Dying sucks in The Finals, similar to how it sucks in battle royale. Teammates can revive, but it takes almost as long as the respawn timer. If your team gets wiped while you're dead, your timer is reset to a mind-numbing 15 seconds—just enough time to check my phone, and seriously question why I'm still playing. Wiping carries such a harsh punishment that I feel constantly discouraged to experiment with my gadgets or try anything risky with destruction.
It's obvious that The Finals was built with tight teamplay in mind, which gels with millions of Apex fans, but I prefer shooters that allow individuals to shine, too. It's no coincidence that my two favorite competitive shooters—Rainbow Six Siege and Hunt: Showdown—have strict one-shot-headshot damage models that allow a single sharpshooter to turn the tide of a round. You won't see clutch moments like that in the Finals, at least not while outnumbering a team is the same as beating them.

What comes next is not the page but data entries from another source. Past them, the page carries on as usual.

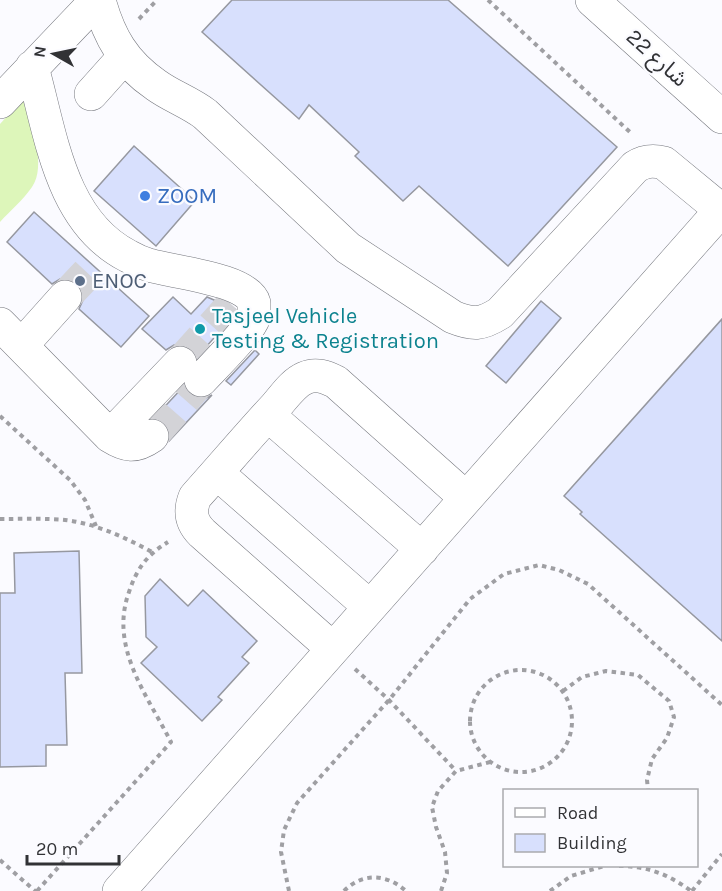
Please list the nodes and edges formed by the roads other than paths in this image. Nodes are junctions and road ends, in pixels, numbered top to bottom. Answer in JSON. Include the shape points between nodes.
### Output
{"nodes":[{"id":1,"x":98,"y":0,"type":"edge"},
{"id":2,"x":592,"y":0,"type":"edge"},
{"id":3,"x":74,"y":25,"type":"junction"},
{"id":4,"x":128,"y":59,"type":"junction"},
{"id":5,"x":33,"y":67,"type":"junction"},
{"id":6,"x":91,"y":94,"type":"dead end"},
{"id":7,"x":0,"y":102,"type":"edge"},
{"id":8,"x":722,"y":117,"type":"edge"},
{"id":9,"x":722,"y":209,"type":"edge"},
{"id":10,"x":66,"y":297,"type":"tunnel mouth"},
{"id":11,"x":11,"y":335,"type":"edge"},
{"id":12,"x":268,"y":415,"type":"junction"},
{"id":13,"x":110,"y":436,"type":"junction"},
{"id":14,"x":152,"y":436,"type":"tunnel mouth"},
{"id":15,"x":217,"y":473,"type":"junction"},
{"id":16,"x":466,"y":498,"type":"junction"},
{"id":17,"x":422,"y":549,"type":"junction"},
{"id":18,"x":370,"y":607,"type":"junction"},
{"id":19,"x":333,"y":649,"type":"junction"},
{"id":20,"x":119,"y":891,"type":"edge"}],
"edges":[{"from":1,"to":3,"type":"street"},
{"from":1,"to":4,"type":"street","via":[[108,30]]},
{"from":2,"to":8,"type":"street","name":"شارع 22"},
{"from":3,"to":4,"type":"street"},
{"from":3,"to":5,"type":"street"},
{"from":4,"to":6,"type":"street"},
{"from":4,"to":9,"type":"street","via":[[157,86],[205,114],[348,248],[453,317],[470,324],[486,322],[500,314],[642,162],[664,163]]},
{"from":5,"to":7,"type":"street"},
{"from":5,"to":13,"type":"street","via":[[67,189],[92,228],[103,256],[204,277],[238,298],[254,301],[254,317],[246,329]]},
{"from":9,"to":16,"type":"street"},
{"from":10,"to":11,"type":"street"},
{"from":11,"to":13,"type":"street"},
{"from":12,"to":15,"type":"street"},
{"from":12,"to":16,"type":"street","via":[[297,382],[316,375],[326,377]]},
{"from":12,"to":17,"type":"street"},
{"from":13,"to":14,"type":"street","via":[[126,445],[141,444]]},
{"from":15,"to":18,"type":"street"},
{"from":15,"to":19,"type":"street","via":[[195,497],[191,517],[195,526]]},
{"from":16,"to":17,"type":"street"},
{"from":17,"to":18,"type":"street"},
{"from":18,"to":19,"type":"street"},
{"from":19,"to":20,"type":"street"}]}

It's weirdly incongruent with the actual tools you're given. Grapple hooks, cloaking tech, and melee weapons give the impression that you can play however you want, but I constantly feel forced to take support gadgets like the med gun and defibrillators if we want any chance of winning fights.
Or try easier
It's like the ex-DICE folk at Embark set out to make something completely different from Battlefield and then accidentally made a better Battlefield with an identity crisis
So no, The Finals probably won't enter my competitive rotation. It's too messy to take seriously, and the objective modes aren't interesting. What's driving me up the wall is that The Finals could be a fantastic, casually chaotic FPS sandbox if it wanted to be. Given the same exact set of tools in a different context, I think I'd be obsessed with the Finals' malleable maps and top-tier gunfeel. Give me 6v6 team deathmatch so that fights are actually even more often, shorten TTKs to make individual play matter, let people go wild with destruction without the urgency of a single objective, and shorten those respawns.
I want a competition, but I don't think a hectic attack/defend mode with four teams and only three winners plays to The Finals' strengths.

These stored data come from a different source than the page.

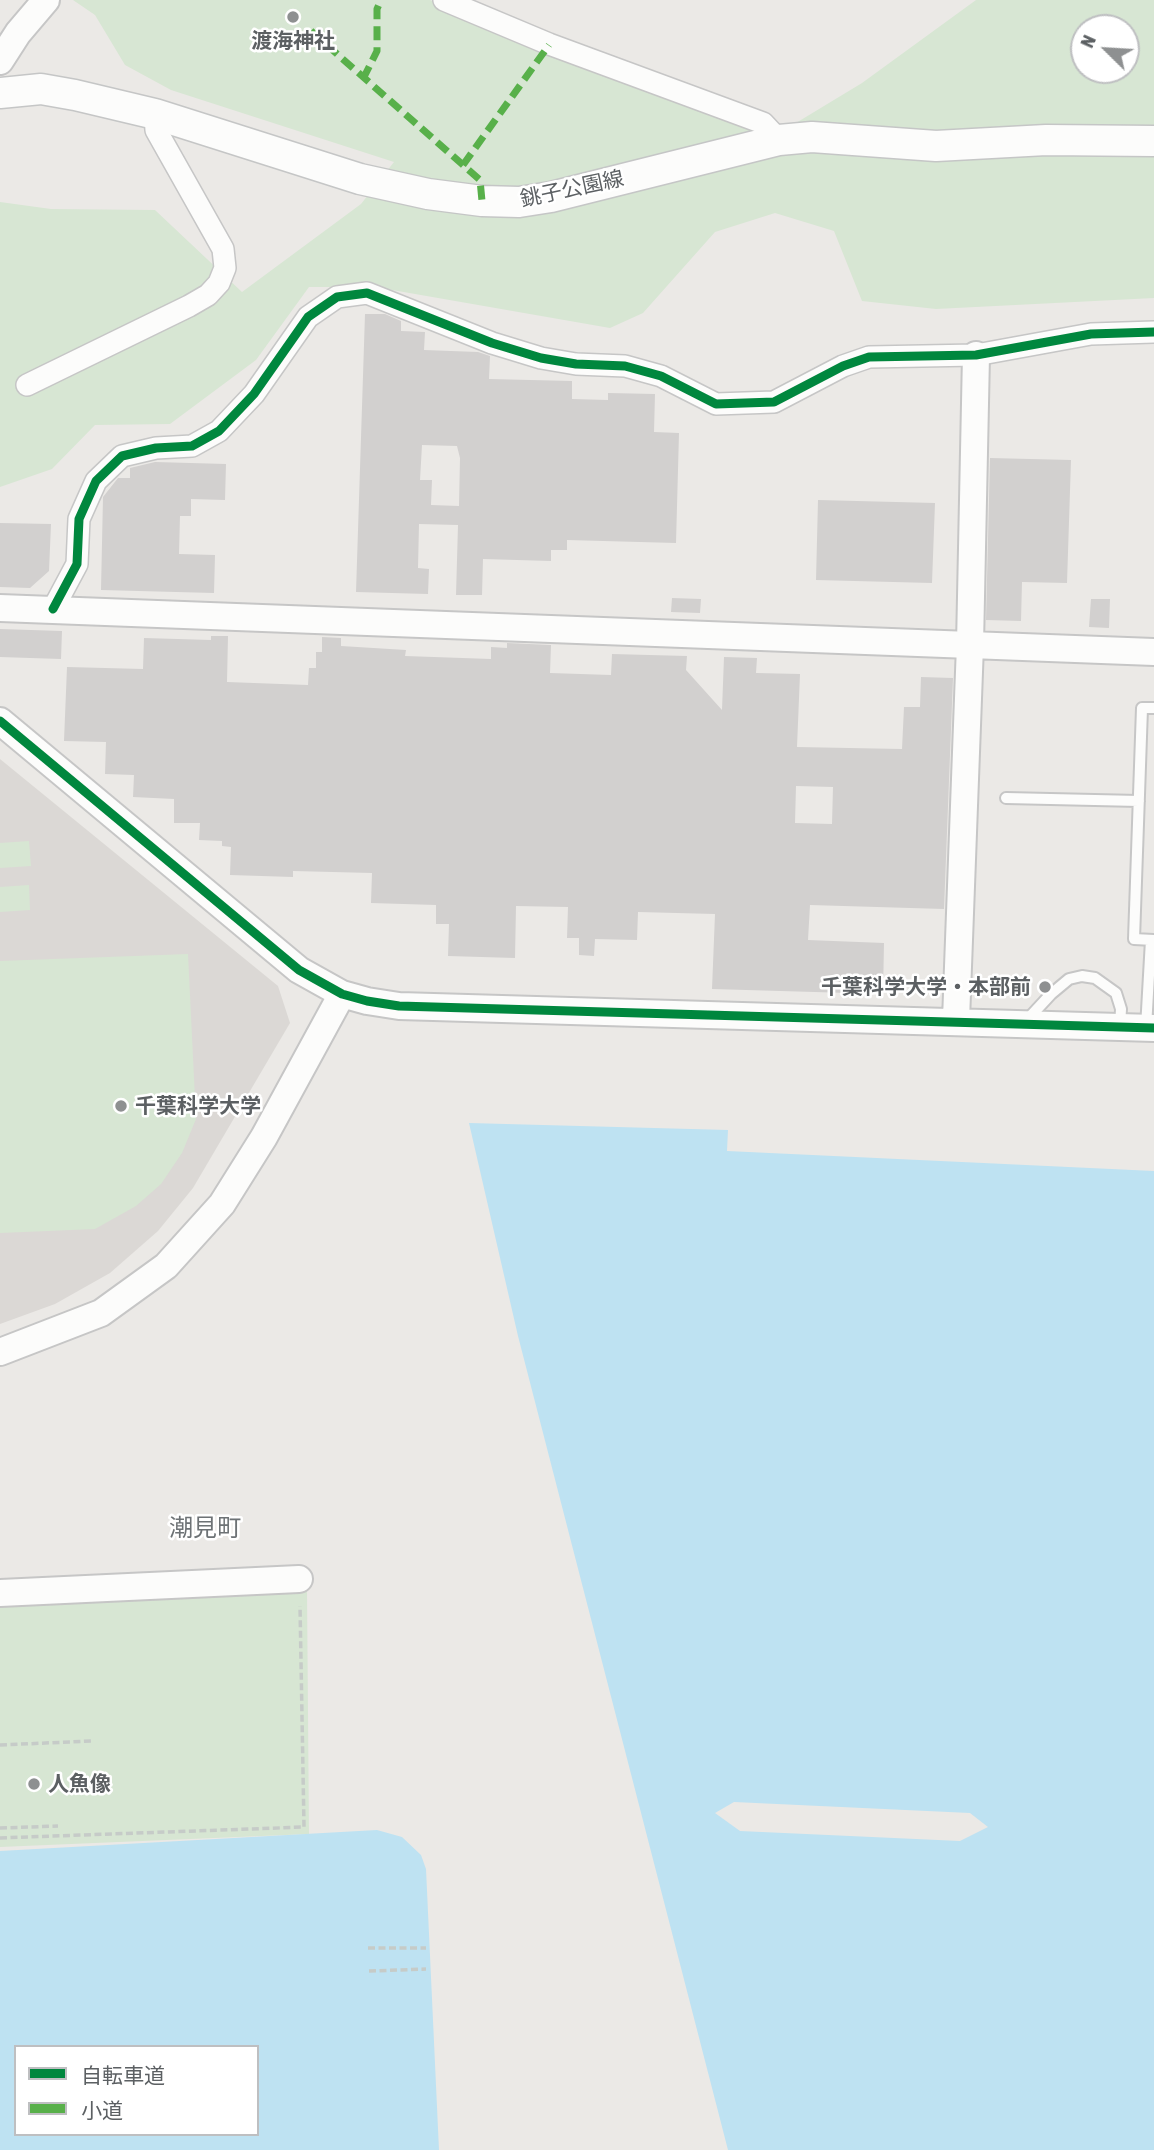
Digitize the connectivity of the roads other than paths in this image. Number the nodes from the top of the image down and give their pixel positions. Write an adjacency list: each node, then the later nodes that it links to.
1 (46, 0): 3 (street)
2 (444, 0): 6 (street)
3 (0, 61)
4 (0, 93): 5 (main road, 銚子公園線)
5 (155, 114): 6 (main road, 銚子公園線); 10 (street)
6 (779, 140): 7 (main road, 銚子公園線)
7 (1154, 141)
8 (1154, 332): 9 (street)
9 (976, 355): 12 (street); 13 (street)
10 (27, 384)
11 (0, 608): 12 (street)
12 (53, 609): 13 (street)
13 (970, 645): 14 (street); 21 (street)
14 (1154, 652)
15 (1154, 708): 18 (lane)
16 (0, 721): 20 (street)
17 (1006, 799): 18 (lane)
18 (1139, 801): 19 (lane)
19 (1152, 940): 24 (lane)
20 (342, 994): 21 (street); 25 (street)
21 (956, 1020): 22 (street)
22 (1024, 1023): 23 (street); 23 (lane)
23 (1120, 1027): 24 (street)
24 (1150, 1028)
25 (0, 1352)
26 (299, 1579): 27 (street)
27 (0, 1593)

All of the pieces of a playful class-based shooter are already there. Three builds with different specialties, big maps, adaptable roles, strong fundamentals—there's even a freaking goo gun that lets you 3D print sky bridges. The Finals is full of toys you're not encouraged to play with. At some point in every match I get the urge to plant explosives on every support in a building to see if I can kill someone with a house, but then my teammates run off and I have no real choice but to follow them and stick to the mission. What if destruction was the objective, instead of a mechanic that you can mostly ignore?

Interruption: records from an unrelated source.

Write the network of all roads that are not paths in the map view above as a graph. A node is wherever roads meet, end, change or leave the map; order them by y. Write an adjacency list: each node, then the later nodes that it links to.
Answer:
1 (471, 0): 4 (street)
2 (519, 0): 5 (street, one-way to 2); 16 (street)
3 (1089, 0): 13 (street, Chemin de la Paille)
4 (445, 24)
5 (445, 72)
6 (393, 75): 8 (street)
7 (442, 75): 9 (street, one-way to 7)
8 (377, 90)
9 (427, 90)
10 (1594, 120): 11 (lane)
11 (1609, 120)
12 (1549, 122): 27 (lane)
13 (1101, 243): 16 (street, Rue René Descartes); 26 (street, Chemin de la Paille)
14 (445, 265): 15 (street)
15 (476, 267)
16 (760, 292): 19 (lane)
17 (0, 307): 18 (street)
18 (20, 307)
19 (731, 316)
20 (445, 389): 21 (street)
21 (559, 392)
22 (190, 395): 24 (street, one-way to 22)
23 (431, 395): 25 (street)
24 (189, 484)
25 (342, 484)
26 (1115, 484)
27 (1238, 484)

I try not to judge games for what they aren't and instead focus on what they are, but jeez, it's like the ex-DICE folk at Embark set out to make something completely different from Battlefield and then accidentally made a better Battlefield with an identity crisis.
Or maybe The Finals is the perfect blend of Apex Legends and Battlefield you've been waiting for. It's impossible to say yet whether it'll be a hit in the long run, but there sure are a lot of people on Steam giving it a shot. The open beta is live from now until November 5, and you can opt in from The Finals Steam page.